South Shields skyline set to change forever as demolition dates set for historic gasometer
South Tyneside’s skyline is set to change forever as an imposing historic structure bites the dust.
Northern Gas Networks is set to start demolition work on the Victorian-era gasometer, or gas holder, in South Shields town centre later this spring.
The Gazette first reported on plans to demolish the structure in 2015, with Northern Gas Networks stating at the time demolition work could begin in 2018 – but was on a “fluid timeline”.
Now South Tyneside Council has issued a public notice stating Oyston Street will be closed to traffic in the coming weeks to allow for the demolition to take place.
The notice setting out the necessary traffic order reads: "The order is required because works or are proposed to be executed on or near the road, and in particular to enable Northern Gas Networks to allow the demolition of the gas holder.”
Traffic chiefs say the order will come into force on April 27 and can remain in place for up to 18 months.
However, it is anticipated the closure will only be needed for 165 days from May 2.
All vehicles except those needed for the work will barred from using Oyston Street for the duration of the project.

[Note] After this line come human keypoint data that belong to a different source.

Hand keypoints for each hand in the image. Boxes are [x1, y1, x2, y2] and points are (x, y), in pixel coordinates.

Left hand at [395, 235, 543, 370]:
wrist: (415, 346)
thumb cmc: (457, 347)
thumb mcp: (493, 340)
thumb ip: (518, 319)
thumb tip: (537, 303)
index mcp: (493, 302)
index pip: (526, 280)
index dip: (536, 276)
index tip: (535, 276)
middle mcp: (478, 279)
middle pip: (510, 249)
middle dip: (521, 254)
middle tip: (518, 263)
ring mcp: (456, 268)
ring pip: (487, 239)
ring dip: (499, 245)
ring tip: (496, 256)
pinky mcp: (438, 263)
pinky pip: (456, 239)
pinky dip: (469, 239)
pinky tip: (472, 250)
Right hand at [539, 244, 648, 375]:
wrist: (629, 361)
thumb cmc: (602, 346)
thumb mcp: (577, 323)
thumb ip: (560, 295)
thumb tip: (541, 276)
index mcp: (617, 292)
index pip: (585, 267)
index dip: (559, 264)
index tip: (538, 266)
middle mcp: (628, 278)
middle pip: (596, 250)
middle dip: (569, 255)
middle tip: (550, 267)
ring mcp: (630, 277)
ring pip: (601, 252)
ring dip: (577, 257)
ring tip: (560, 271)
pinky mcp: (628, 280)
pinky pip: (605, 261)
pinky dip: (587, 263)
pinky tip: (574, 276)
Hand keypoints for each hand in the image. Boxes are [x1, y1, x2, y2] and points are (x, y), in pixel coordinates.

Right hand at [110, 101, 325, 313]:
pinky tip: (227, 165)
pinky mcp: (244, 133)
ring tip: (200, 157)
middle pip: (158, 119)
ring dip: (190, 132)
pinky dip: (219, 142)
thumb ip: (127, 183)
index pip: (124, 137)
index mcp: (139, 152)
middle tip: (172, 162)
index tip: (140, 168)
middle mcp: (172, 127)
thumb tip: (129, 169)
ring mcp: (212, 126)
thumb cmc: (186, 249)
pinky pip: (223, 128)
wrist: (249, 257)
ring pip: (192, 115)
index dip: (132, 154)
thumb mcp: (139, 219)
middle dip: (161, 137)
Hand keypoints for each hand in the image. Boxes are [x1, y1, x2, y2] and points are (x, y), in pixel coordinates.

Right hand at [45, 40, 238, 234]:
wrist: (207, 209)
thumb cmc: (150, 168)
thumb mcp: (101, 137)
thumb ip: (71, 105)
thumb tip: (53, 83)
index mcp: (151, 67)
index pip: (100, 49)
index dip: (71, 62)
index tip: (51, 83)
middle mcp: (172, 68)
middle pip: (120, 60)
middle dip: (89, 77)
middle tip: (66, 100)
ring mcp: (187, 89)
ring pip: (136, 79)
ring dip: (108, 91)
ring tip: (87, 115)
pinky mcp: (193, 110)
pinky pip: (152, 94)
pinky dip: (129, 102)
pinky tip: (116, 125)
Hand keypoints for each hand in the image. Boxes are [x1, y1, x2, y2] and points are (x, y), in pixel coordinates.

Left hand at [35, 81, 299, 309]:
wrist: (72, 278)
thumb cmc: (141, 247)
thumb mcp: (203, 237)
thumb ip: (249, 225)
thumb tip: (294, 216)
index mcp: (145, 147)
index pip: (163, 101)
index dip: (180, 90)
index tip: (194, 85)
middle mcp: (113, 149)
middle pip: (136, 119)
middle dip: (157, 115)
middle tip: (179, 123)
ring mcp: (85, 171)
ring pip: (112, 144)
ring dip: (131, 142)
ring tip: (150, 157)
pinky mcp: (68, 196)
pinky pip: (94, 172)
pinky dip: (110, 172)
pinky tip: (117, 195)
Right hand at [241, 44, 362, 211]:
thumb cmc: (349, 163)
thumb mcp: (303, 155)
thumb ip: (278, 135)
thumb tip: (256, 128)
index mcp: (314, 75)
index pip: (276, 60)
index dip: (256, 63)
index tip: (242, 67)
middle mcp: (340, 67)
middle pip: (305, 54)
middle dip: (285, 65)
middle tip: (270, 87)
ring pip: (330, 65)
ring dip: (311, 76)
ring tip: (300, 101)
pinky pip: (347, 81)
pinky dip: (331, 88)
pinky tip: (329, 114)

The gas holder has been a feature of the South Shields skyline since 1886.
It was built by G&W Walker Ltd. and the Tyne and Wear Historic Environment Record (HER) describes it as consisting of “16 vertical cast iron columns and two huge tanks that lift telescopically as they fill with gas, to a total height of 90ft”.
The HER record states it could store “almost 1.5 million cubic feet of gas – enough to supply 1,800 homes for a full day, or 42,000 homes for an hour.”
It adds: “The structure received a makeover in 2008/09 when engineers gave it a £250,000, 5,000-litre paint job to make it less incongruous in its environment.”
However, big changes in the gas industry since the discovery of North Sea gas in the 1960s has seen gasometers becoming obsolete.
The structure in South Shields is one of hundreds being wiped off the map as there is “no longer any use” for them.
The gasometer, like others of its kind, divides opinion, with some viewing it as an eyesore and others expressing sadness at the loss of the historic structure from our skyline.
Northern Gas Networks said in 2015 how it recognised communities “become attached” to the structures, and work would be done to capture people’s memories of the gasometer.